Problem description -> Within the material below, how many lines include "dead"? Answer with the count only.

Available data ->
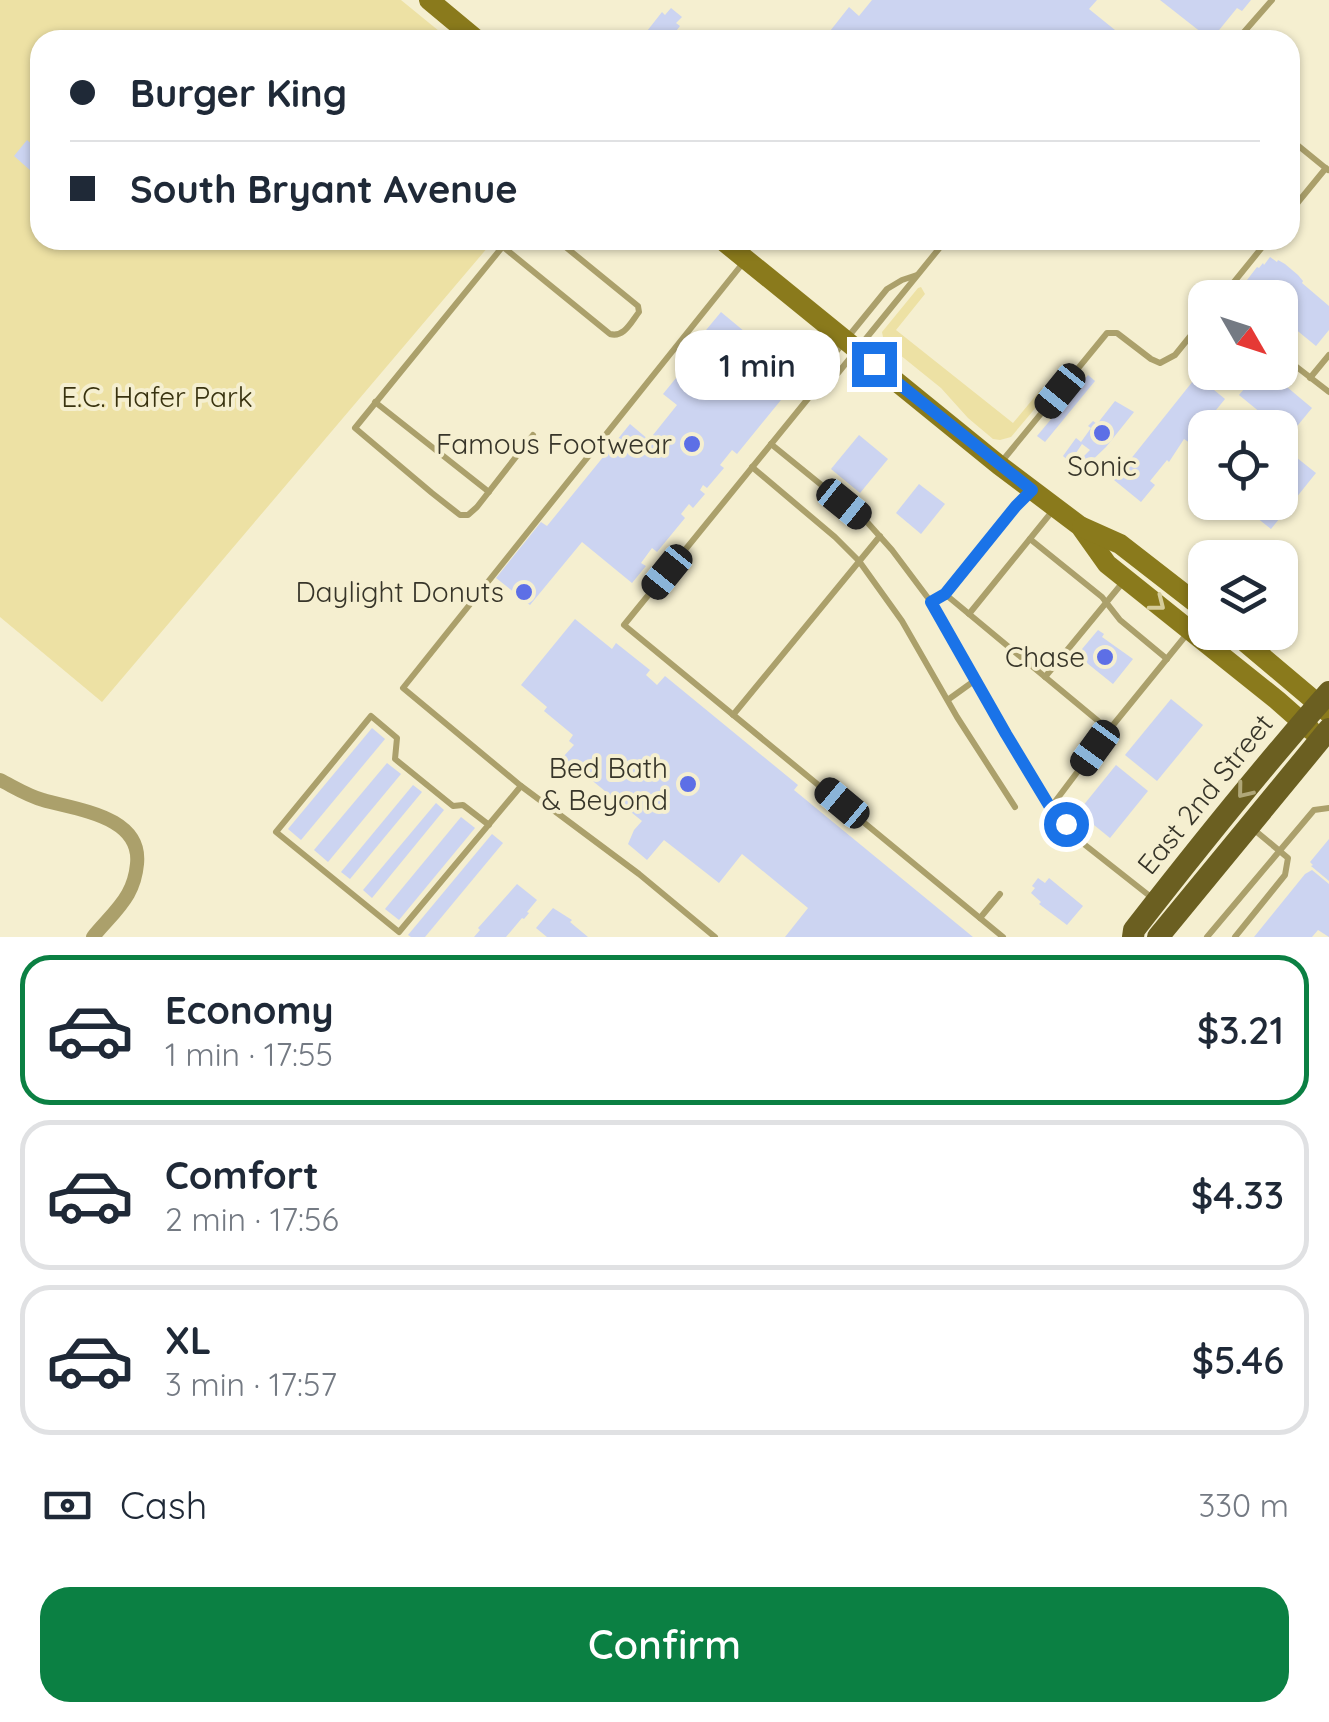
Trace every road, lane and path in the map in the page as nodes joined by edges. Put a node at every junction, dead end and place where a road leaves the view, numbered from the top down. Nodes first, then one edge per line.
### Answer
1 (429, 0) edge
2 (1272, 0) edge
3 (465, 30) edge
4 (1246, 30) edge
5 (1300, 148) edge
6 (1328, 169) edge
7 (1300, 201) edge
8 (499, 250) edge
9 (513, 250) edge
10 (569, 250) edge
11 (735, 250) edge
12 (938, 250) edge
13 (1260, 250) edge
14 (746, 259) junction
15 (917, 275) junction
16 (1236, 280) edge
17 (1188, 339) edge
18 (852, 345) junction
19 (1329, 355) edge
20 (1298, 368) edge
21 (1310, 378) junction
22 (815, 390) junction
23 (1329, 392) edge
24 (376, 402) junction
25 (533, 435) dead end
26 (771, 444) junction
27 (998, 465) junction
28 (752, 467) junction
29 (1032, 490) junction
30 (489, 492) junction
31 (1055, 508) junction
32 (1080, 526) junction
33 (880, 536) junction
34 (1030, 539) junction
35 (859, 561) junction
36 (1126, 578) junction
37 (945, 594) junction
38 (1188, 597) edge
39 (931, 602) junction
40 (1107, 602) junction
41 (970, 614) junction
42 (1188, 628) edge
43 (1188, 634) edge
44 (1215, 650) edge
45 (1256, 650) edge
46 (1168, 659) junction
47 (1045, 676) junction
48 (974, 682) junction
49 (949, 699) junction
50 (1325, 703) edge
51 (734, 715) junction
52 (1302, 722) junction
53 (1109, 730) junction
54 (1326, 738) edge
55 (0, 780) edge
56 (522, 786) junction
57 (1015, 807) dead end
58 (1050, 807) junction
59 (1329, 808) edge
60 (1248, 825) junction
61 (489, 826) junction
62 (1281, 852) junction
63 (1000, 894) dead end
64 (1156, 902) junction
65 (980, 918) junction
66 (1168, 934) edge
67 (93, 937) edge
68 (715, 937) edge
69 (1002, 937) edge
70 (1133, 937) edge
71 (1207, 937) edge
72 (1235, 937) edge

1 - 3 main road
2 - 4 lane
5 - 6 lane
6 - 7 lane
8 - 24 lane
9 - 10 lane
11 - 14 main road
12 - 15 lane
13 - 16 lane
14 - 18 main road
14 - 56 lane
15 - 18 lane
15 - 18 lane
17 - 27 lane
18 - 22 lane
18 - 22 lane
18 - 27 main road
19 - 21 lane
20 - 21 lane
21 - 23 lane
22 - 26 lane
24 - 30 lane
24 - 30 lane
25 - 30 lane
26 - 28 lane
26 - 33 lane
27 - 29 main road
28 - 35 lane
28 - 51 lane
29 - 31 main road
29 - 37 lane
31 - 32 main road
31 - 34 lane
32 - 36 main road
32 - 38 main road
33 - 35 lane
33 - 39 lane
34 - 40 lane
34 - 41 lane
35 - 49 lane
35 - 51 lane
36 - 40 lane
36 -> 42 main road
37 - 39 lane
37 - 41 lane
39 - 48 lane
40 - 46 lane
40 - 47 lane
41 - 47 lane
43 - 46 lane
44 - 52 main road
45 - 50 main road
46 - 53 lane
47 - 53 lane
48 - 49 lane
48 - 58 lane
49 - 57 lane
50 - 52 main road, East 2nd Street
51 - 65 lane
52 - 54 main road
52 -> 64 main road, East 2nd Street
53 - 58 lane
54 - 60 main road, East 2nd Street
55 - 67 street
56 - 61 lane
56 - 68 lane
58 - 64 lane
59 - 62 lane
60 - 62 lane
60 - 66 main road, East 2nd Street
61 - 61 lane
62 - 71 lane
62 - 72 lane
63 - 65 lane
64 - 70 main road, East 2nd Street
65 - 69 lane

Written reply -> 4